- Work required -
A line below contains "thumb cmc: (1184, 890)", and a later one contains "thumb tip: (234, 431)". Repeat both, with every line between them, exactly.

Stored data entries
BEGIN
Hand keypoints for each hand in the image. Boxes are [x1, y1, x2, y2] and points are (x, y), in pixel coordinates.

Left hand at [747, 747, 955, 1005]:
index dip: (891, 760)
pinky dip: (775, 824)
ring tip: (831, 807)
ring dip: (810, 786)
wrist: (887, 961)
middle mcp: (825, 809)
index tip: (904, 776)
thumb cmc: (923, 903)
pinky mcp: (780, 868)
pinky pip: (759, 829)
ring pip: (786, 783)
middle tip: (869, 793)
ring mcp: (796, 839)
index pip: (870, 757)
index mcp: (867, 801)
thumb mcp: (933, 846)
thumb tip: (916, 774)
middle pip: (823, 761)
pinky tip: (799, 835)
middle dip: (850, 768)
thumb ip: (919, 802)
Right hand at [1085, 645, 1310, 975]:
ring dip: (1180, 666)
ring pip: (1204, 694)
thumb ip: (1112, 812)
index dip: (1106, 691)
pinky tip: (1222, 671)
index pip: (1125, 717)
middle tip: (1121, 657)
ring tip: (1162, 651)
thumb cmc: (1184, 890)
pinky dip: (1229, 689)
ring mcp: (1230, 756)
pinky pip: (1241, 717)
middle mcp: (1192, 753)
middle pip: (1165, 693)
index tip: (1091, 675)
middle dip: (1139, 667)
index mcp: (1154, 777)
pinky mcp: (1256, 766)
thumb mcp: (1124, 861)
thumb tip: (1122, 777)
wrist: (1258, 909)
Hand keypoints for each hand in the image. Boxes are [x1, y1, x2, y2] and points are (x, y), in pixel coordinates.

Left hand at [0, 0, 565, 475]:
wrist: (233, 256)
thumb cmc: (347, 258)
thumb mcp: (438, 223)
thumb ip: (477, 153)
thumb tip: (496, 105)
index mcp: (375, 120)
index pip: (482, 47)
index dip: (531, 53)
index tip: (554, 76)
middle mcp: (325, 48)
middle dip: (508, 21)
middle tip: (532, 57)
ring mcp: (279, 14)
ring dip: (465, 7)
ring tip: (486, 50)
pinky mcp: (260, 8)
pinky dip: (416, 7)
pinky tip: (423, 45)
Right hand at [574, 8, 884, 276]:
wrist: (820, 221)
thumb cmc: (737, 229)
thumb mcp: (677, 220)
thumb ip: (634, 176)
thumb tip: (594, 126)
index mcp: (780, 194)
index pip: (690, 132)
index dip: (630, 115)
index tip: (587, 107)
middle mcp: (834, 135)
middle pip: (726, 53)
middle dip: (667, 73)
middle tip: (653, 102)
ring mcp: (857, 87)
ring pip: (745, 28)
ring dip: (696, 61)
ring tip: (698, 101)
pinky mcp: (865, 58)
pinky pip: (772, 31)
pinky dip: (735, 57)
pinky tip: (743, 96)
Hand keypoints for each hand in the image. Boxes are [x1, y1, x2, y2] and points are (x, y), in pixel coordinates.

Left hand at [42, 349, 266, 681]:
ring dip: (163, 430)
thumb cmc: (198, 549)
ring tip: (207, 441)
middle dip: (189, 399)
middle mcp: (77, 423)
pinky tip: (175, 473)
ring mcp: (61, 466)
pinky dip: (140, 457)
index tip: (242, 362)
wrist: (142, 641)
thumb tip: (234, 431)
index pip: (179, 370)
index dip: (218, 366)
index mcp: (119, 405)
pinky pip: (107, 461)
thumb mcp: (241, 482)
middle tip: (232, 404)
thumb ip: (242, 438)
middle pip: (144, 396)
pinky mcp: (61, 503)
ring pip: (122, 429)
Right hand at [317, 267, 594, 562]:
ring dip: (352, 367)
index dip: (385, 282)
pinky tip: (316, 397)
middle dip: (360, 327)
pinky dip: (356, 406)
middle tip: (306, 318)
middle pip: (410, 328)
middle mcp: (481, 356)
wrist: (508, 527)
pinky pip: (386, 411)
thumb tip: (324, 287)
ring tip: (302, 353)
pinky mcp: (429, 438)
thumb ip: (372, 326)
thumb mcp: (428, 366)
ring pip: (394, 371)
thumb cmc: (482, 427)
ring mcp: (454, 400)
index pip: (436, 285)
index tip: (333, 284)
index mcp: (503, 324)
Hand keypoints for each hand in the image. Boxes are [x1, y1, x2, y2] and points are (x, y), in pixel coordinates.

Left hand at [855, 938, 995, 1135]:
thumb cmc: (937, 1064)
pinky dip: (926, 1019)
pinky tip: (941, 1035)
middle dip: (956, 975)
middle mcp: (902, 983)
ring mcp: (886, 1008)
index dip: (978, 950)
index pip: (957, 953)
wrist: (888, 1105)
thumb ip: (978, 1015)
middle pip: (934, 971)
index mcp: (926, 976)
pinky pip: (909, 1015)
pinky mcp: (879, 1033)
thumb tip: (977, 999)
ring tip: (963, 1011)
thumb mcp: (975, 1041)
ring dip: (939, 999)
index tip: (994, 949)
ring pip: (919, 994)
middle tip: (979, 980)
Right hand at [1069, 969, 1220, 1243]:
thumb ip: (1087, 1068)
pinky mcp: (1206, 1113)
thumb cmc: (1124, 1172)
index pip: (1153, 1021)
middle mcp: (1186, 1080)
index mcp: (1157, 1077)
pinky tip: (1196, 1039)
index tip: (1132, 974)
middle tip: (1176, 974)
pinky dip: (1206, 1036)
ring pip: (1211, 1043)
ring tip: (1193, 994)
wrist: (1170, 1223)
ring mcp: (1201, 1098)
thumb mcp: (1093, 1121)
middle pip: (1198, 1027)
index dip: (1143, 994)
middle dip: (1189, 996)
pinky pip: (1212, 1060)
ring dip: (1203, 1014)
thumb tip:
END
- Problem solution -
thumb cmc: (1184, 890)
pinky dip: (1229, 689)
ring mcp: (1230, 756)
pinky pip: (1241, 717)
middle mcp: (1192, 753)
middle pip: (1165, 693)
index tip: (1091, 675)
middle dip: (1139, 667)
index mcp: (1154, 777)
pinky mcp: (1256, 766)
thumb mcp: (1124, 861)
thumb tip: (1122, 777)
wrist: (1258, 909)
Hand keypoints for each hand in the image. Boxes are [x1, y1, x2, y2] and points are (x, y), in pixel coordinates.

Left hand at [0, 0, 565, 475]:
wrist: (233, 256)
thumb cmc: (347, 258)
thumb mcp: (438, 223)
thumb ip: (477, 153)
thumb tip: (496, 105)
index mcp: (375, 120)
index pip: (482, 47)
index dip: (531, 53)
index tip: (554, 76)
middle mcp: (325, 48)
middle dip: (508, 21)
middle tip: (532, 57)
ring mcp: (279, 14)
ring dip: (465, 7)
ring tip: (486, 50)
pinky mcp: (260, 8)
pinky dip: (416, 7)
pinky tip: (423, 45)
Right hand at [574, 8, 884, 276]:
wrist: (820, 221)
thumb cmc: (737, 229)
thumb mcp: (677, 220)
thumb ip: (634, 176)
thumb tip: (594, 126)
index mcp: (780, 194)
index pip: (690, 132)
index dip: (630, 115)
index tip: (587, 107)
middle mcp: (834, 135)
middle pip: (726, 53)
middle dip: (667, 73)
middle tip: (653, 102)
ring mcp: (857, 87)
ring pip: (745, 28)
ring dip: (696, 61)
ring tip: (698, 101)
pinky mcp: (865, 58)
pinky pip: (772, 31)
pinky dip: (735, 57)
pinky tip: (743, 96)
Hand keypoints for each hand in the image. Boxes are [x1, y1, x2, y2] and points are (x, y), in pixel coordinates.

Left hand at [42, 349, 266, 681]:
ring dip: (163, 430)
thumb cmc: (198, 549)
ring tip: (207, 441)
middle dip: (189, 399)
middle mcp: (77, 423)
pinky tip: (175, 473)
ring mcp: (61, 466)
pinky dip: (140, 457)
index tip: (242, 362)
wrist: (142, 641)
thumb tip: (234, 431)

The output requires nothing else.